Le résumé de la quatrième de couverture donne le ton d'emblée : ce n'est qu'une succession de citations extraites du roman, mises en musique par Ayerdhal, qui reprennent des clichés d'heroic fantasy plus qu'éculés, détournent de la philosophie populaire ou des citations classiques, tout en laissant supposer que le cadre de l'histoire ne va pas être celui d'un roman de fantasy habituel (les vestiaires et les notes de frais ne font pas d'ordinaire partie du paysage de la Terre du Milieu !). Personnellement, j'aime beaucoup les œuvres parodiques, notamment quand elles s'attaquent à des genres que j'apprécie (même si j'ai énormément de critiques à faire au Seigneur des Anneaux et à l'heroic fantasy en général), et cette mise en bouche ne pouvais que me plaire. En plus de ça, le troll n'est pas généralement un personnage de premier dans ce genre littéraire, il n'a même d'ailleurs pratiquement jamais la parole (alors que même lors orcs y ont droit) ; je suis donc contente de pouvoir aborder le monde de la fantasy sous un autre angle et de lire la parole d'une race trop souvent méprisée et calomniée sans qu'on la connaisse vraiment ! (et je m'emballe un peu...)

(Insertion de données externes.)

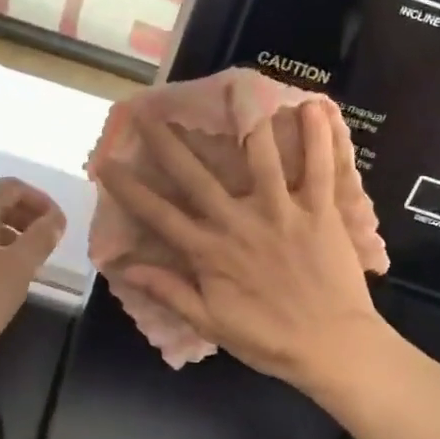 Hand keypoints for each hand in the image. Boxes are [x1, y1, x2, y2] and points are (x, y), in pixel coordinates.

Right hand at [95, 100, 384, 388]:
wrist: (333, 348)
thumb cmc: (269, 340)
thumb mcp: (211, 323)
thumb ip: (170, 291)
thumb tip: (126, 267)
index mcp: (210, 252)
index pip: (159, 215)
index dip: (129, 188)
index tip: (106, 163)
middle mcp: (240, 223)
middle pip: (197, 176)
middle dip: (169, 143)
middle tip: (148, 112)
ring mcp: (282, 212)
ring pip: (261, 159)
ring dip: (246, 123)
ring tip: (235, 89)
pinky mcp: (320, 212)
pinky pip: (320, 169)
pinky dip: (318, 138)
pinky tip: (313, 106) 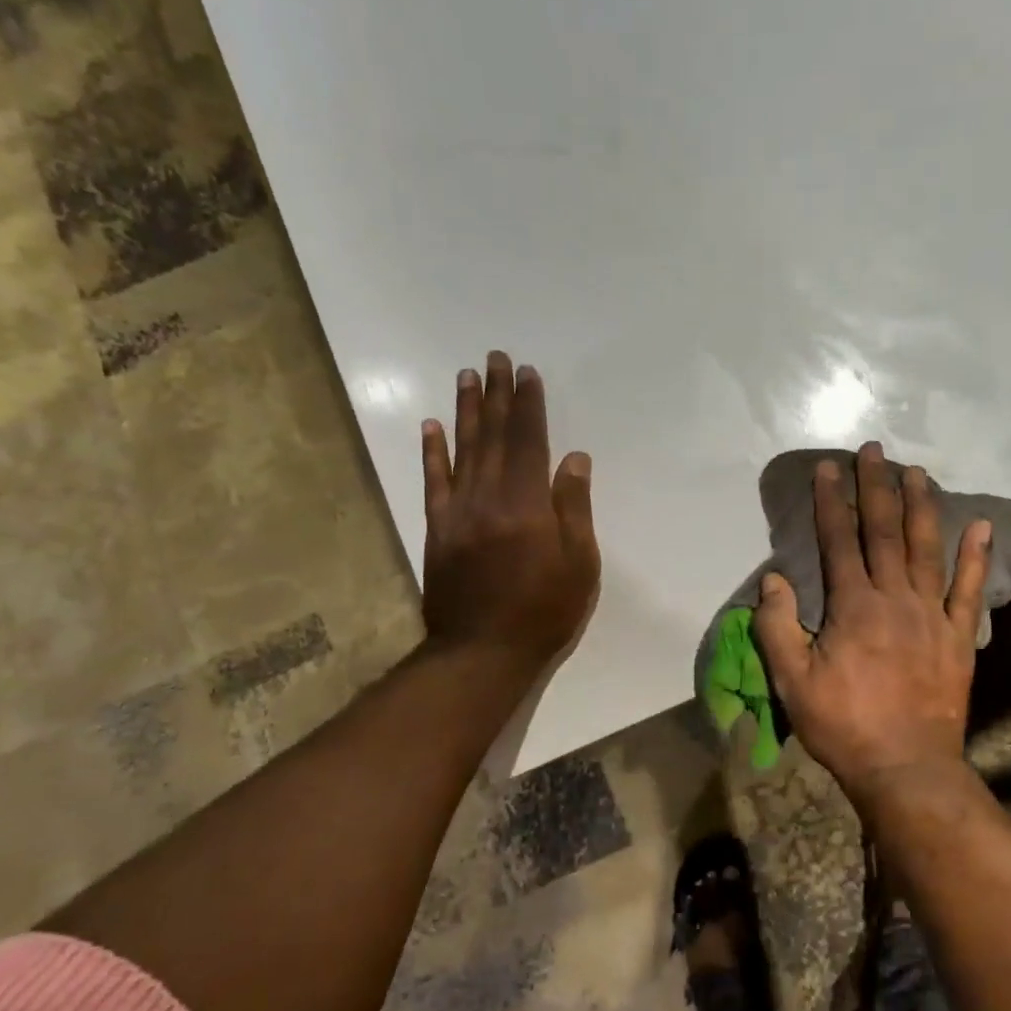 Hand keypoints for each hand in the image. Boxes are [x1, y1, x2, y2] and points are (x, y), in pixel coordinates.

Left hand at [420, 351, 599, 674]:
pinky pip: (433, 482)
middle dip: (495, 395)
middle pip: (492, 435)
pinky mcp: (437, 530)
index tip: (527, 373)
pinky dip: (432, 452)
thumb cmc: (543, 611)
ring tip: (467, 376)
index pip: (528, 440)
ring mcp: (457, 511)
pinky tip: (431, 426)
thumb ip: (574, 507)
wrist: (481, 652)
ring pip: (462, 450)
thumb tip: (573, 458)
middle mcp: (488, 496)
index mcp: (526, 503)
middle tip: (495, 358)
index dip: (528, 405)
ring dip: (465, 411)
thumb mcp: (579, 563)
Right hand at [754, 443, 989, 800]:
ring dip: (921, 506)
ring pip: (927, 548)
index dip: (832, 501)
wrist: (906, 767)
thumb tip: (772, 580)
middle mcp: (895, 598)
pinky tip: (980, 525)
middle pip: (885, 532)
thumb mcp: (793, 682)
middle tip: (874, 451)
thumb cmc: (844, 725)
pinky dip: (975, 556)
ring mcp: (932, 614)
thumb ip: (777, 627)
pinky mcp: (958, 636)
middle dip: (877, 488)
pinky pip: (969, 589)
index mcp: (853, 606)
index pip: (838, 541)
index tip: (828, 467)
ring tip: (917, 472) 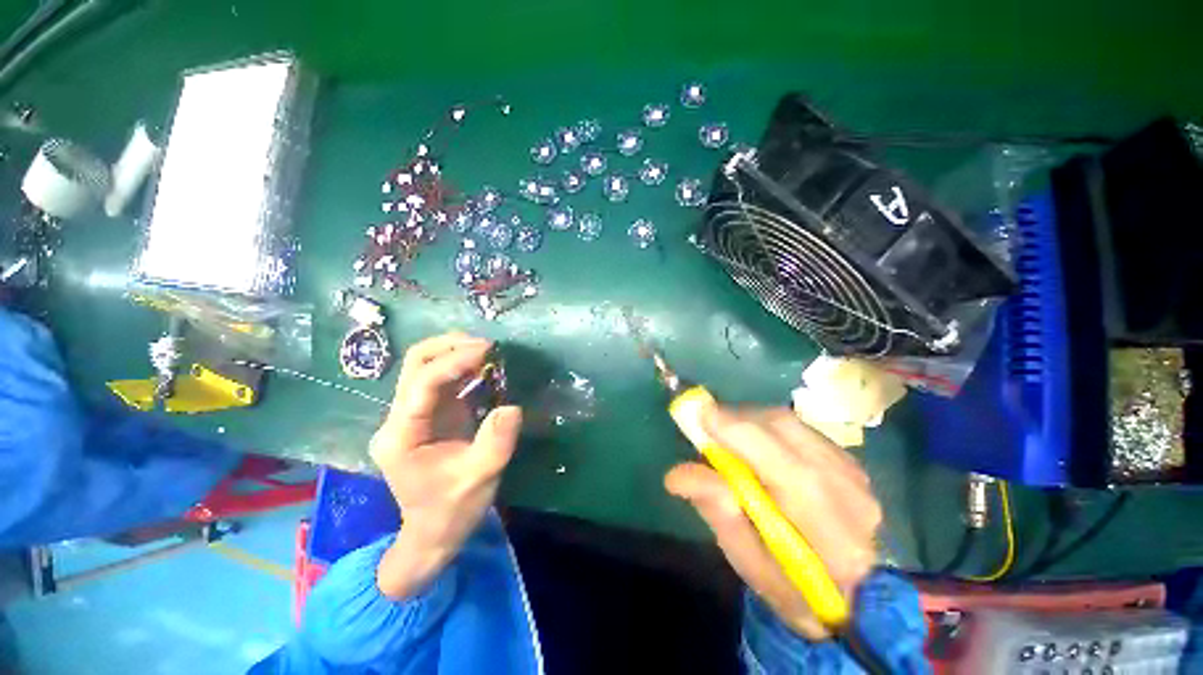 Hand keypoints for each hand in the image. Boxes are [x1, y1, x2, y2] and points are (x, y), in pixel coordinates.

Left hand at [368, 332, 522, 598]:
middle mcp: (400, 418)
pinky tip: (486, 368)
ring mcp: (413, 414)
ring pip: (426, 367)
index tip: (488, 350)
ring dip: (457, 353)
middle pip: (415, 364)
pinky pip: (444, 380)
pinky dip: (464, 368)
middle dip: (450, 347)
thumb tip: (512, 407)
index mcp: (401, 435)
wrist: (434, 532)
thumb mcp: (479, 479)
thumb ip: (495, 443)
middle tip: (487, 345)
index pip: (422, 383)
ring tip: (490, 352)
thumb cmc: (452, 510)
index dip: (454, 362)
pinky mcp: (430, 414)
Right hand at [664, 406, 880, 638]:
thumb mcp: (749, 564)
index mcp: (834, 538)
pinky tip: (753, 443)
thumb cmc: (793, 588)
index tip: (700, 416)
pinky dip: (764, 426)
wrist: (855, 593)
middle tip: (705, 427)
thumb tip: (677, 473)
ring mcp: (854, 471)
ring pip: (790, 423)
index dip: (741, 435)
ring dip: (748, 420)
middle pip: (786, 431)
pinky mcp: (846, 458)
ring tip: (725, 437)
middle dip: (737, 420)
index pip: (789, 472)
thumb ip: (718, 515)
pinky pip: (796, 426)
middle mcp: (851, 493) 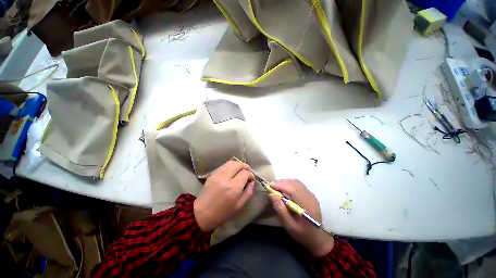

Notre bon troll (dont on ignore le nom) bosse donc dans une mine, en mode superviseur d'une équipe de nains qui creuse des galeries à la recherche de divers minerais et gemmes (de toute façon, les nains ne servent pas à grand chose d'autre), quand il ne part pas au loin pour régler des problèmes divers ou accomplir une quête quelconque. Sauf que rien n'est jamais aussi simple dans un monde dans lequel les humains sont présents, et là encore ils viennent foutre leur merde : l'administration ! Bah évidemment, vous ne pensez tout de même pas qu'une mine ça se gère d'un simple coup de baguette magique ; il faut respecter les procédures, remplir les formulaires, suivre les prévisions d'activité... Et pareil pour les quêtes, il faut avoir un ordre de mission, et surtout rapporter toutes ses notes de frais pour que la compta soit à jour. Vous vous en doutez, monsieur troll n'apprécie pas énormément cette administration imbécile (sauf quand la prise de décision est si lente que la quête n'a plus lieu d'être), mais il fait avec, et fait surtout de son mieux pour l'emmerder, à sa façon, en ralentissant le rythme, en faussant les bilans, etc. Une coopération plus que rétive, en somme. Et il a de très bonnes raisons d'agir ainsi : le mode de fonctionnement des humains (et aussi des nains, il faut bien l'avouer, mais ce n'est pas de leur faute, on n'a encore rien trouvé pour les empêcher de creuser...) ne respecte pas la roche, nie son existence-même, sa réalité, la considère uniquement comme un profit potentiel ; à l'inverse, notre ami la sent vibrer, parler, il est en communion avec elle puisqu'il est fait de la même matière.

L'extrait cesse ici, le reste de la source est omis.